At a press conference on Thursday, top White House Covid-19 advisor, Anthony Fauci, said he feels liberated to be working for the Biden administration, following a year working for that awful man whose name shall no longer be spoken.
“The idea that you can get up here and talk about what you know. What the evidence, what the science is, and know that’s it – let the science speak – it is somewhat of a liberating feeling,” said a visibly looser and more carefree Fauci.
“It was really something that you didn’t feel that you could actually say something, and there wouldn’t be any repercussions about it,” said Dr. Fauci, commenting on his time working for the slick orange villain.
Donning a lab coat and a head mirror, Fauci continued to describe working for the Biden administration and the life-changing experience it has become. “I just feel like I’ve been living with this secret for so long. I have all this science bottled up inside me, and now I can finally let the world know, I’m a scientist, damn it!”
“Let the science speak!” Dr. Fauci began to conjure. “Oh, sons of Hippocrates, open your mouths and let the science be heard. Your words shall banish all the ignorance and misinformation that rust-colored monster hath wrought upon the land. Let his name no longer be spoken by any woman-born. Let us from this day forward stuff the spray-tanned beast back into his hole and let the science speak.”
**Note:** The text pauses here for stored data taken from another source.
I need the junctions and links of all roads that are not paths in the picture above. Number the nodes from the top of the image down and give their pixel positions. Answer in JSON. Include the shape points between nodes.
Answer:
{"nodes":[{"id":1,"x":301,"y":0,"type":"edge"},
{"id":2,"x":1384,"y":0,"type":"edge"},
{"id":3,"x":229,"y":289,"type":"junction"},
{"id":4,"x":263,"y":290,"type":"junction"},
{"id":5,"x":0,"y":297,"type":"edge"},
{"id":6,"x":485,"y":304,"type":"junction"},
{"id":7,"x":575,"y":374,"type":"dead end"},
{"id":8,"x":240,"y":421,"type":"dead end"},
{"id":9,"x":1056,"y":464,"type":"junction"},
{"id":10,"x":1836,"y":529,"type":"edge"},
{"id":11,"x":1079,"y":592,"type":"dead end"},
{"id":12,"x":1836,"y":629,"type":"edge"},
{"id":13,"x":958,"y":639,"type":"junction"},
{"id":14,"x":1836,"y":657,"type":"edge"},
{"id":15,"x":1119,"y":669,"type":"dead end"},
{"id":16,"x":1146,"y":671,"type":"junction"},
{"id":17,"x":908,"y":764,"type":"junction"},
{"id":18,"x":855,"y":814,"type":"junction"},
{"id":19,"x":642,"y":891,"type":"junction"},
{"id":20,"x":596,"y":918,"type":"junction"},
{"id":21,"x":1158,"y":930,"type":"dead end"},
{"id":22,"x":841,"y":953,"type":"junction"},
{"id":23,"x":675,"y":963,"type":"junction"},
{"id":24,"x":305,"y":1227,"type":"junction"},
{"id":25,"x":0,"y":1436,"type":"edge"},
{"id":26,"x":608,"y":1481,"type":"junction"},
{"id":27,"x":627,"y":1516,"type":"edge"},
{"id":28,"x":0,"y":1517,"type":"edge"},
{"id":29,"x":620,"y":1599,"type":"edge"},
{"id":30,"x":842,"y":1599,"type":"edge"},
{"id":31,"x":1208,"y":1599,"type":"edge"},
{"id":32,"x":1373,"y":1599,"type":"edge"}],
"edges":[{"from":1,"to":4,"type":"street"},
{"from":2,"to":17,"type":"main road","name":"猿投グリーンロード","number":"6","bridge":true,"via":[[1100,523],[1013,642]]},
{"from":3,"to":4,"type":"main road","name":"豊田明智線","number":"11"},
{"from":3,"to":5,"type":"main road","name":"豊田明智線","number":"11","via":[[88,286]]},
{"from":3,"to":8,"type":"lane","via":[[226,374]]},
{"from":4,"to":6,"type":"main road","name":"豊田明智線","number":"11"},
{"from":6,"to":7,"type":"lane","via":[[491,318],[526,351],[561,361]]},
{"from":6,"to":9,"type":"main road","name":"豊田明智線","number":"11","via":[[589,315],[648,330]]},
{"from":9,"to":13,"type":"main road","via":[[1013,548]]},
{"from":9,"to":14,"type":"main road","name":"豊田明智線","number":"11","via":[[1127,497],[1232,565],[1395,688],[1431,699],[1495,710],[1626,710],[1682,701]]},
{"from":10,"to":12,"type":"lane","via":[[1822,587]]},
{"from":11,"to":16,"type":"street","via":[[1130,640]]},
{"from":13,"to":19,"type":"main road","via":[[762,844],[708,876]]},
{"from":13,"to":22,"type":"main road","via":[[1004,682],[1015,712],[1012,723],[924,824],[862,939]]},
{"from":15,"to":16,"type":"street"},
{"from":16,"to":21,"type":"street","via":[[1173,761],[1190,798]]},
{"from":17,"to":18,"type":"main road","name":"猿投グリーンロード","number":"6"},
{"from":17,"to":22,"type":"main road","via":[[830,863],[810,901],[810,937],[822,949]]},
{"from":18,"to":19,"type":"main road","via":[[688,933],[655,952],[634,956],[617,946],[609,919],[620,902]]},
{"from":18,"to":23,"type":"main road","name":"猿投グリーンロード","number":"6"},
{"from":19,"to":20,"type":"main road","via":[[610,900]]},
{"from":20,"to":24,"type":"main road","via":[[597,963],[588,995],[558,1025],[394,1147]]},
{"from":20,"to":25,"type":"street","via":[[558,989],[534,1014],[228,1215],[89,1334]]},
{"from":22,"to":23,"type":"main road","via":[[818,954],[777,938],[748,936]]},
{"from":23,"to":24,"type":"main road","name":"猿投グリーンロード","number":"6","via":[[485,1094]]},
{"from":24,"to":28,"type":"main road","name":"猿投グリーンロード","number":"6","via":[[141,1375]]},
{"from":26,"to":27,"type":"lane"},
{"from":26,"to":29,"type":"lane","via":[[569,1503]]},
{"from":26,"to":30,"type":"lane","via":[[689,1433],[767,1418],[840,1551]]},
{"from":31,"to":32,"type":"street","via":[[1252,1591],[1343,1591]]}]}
After Fauci had finished invoking science, he resumed briefing journalists on the Biden administration’s efforts to combat Covid-19. “We’ve set a fairly lofty goal of vaccinating 100 million Americans in 100 days. This science based plan departs sharply from the previous administration’s plan, if you can call it that, to vaccinate a million Americans a day. However, we have decided to extend the former president’s April directive to research rectal light beam therapy as a potential cure for Covid-19.”